The first issue with disposal of any chemical product is to determine if there are any legal restrictions on such disposal. That is typically included as info in the MSDS, (the SDS, Safety Data Sheet). You should at least review the MSDS for any chemicals that you use to be certain of the minimum safety requirements and the recommended safe use guidelines.
In an institutional laboratory setting, the institution (school or whatever) should provide for appropriate disposal of chemicals. That is their legal responsibility, and they will also have someone that is a point of reference (the person you can ask) for any questions about safe storage, use, and disposal. That is their LEGAL obligation. Whatever you do in their laboratories is approved by them by definition.
Corrosives that are only hazardous because of their corrosive nature can be addressed by neutralization and dilution (converted to a non-corrosive aqueous solution that can be disposed as water). I assume that chlorosulfonic acid fits this category; that is, you can dispose of it just as you would HCl or sulfuric acid. If you somehow got some base metals in there, though, that could be an issue, although not usually a practical concern because of the small amounts involved (water and air emissions tend to have both a maximum concentration limit and a total mass per unit time limit).

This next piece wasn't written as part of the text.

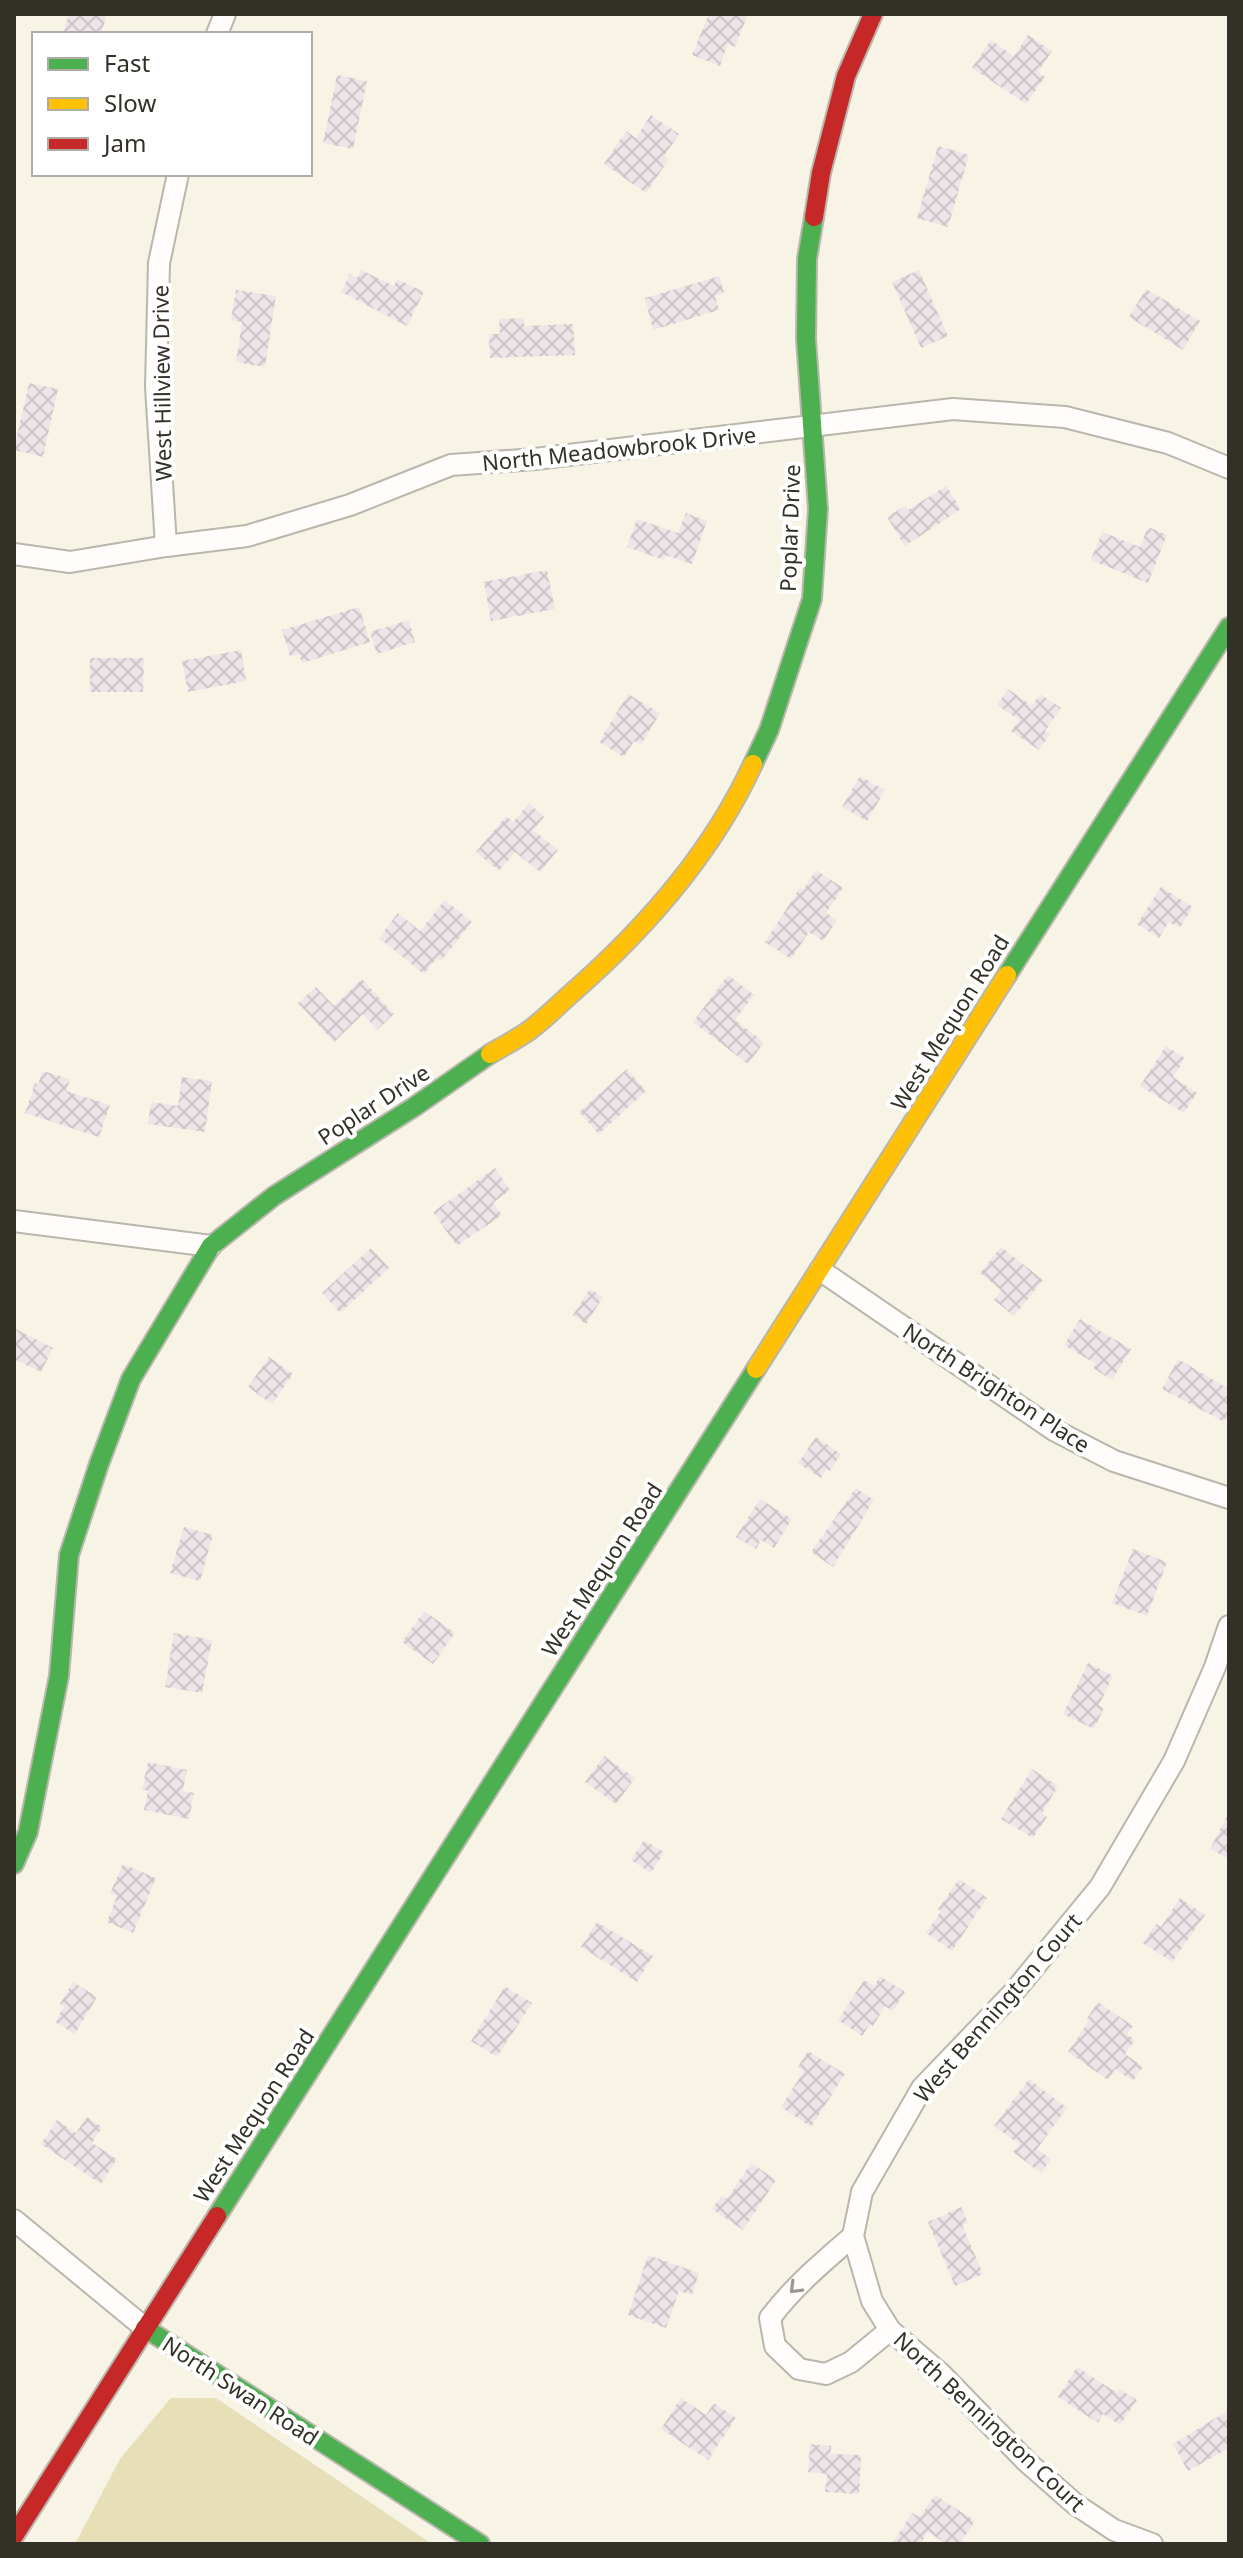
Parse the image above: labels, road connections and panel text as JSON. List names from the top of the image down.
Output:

In a household setting, you are legally responsible for proper disposal of chemicals. There is some variation in how such products are collected, depending on where you live, but where I live, we have both a regional collection center where you can drop off the products (batteries, mercury bulbs, waste solvents, etc.), and many stores have drop-off of certain hazardous waste materials (like waste oil is accepted by garages and waste paints at hardware stores, those sorts of things). Anything that cannot go in the landfill has to go to such a recuperation center where they sort and dispose in bulk.
There was a time when we pretty much did whatever we wanted with these things, but those times are long gone.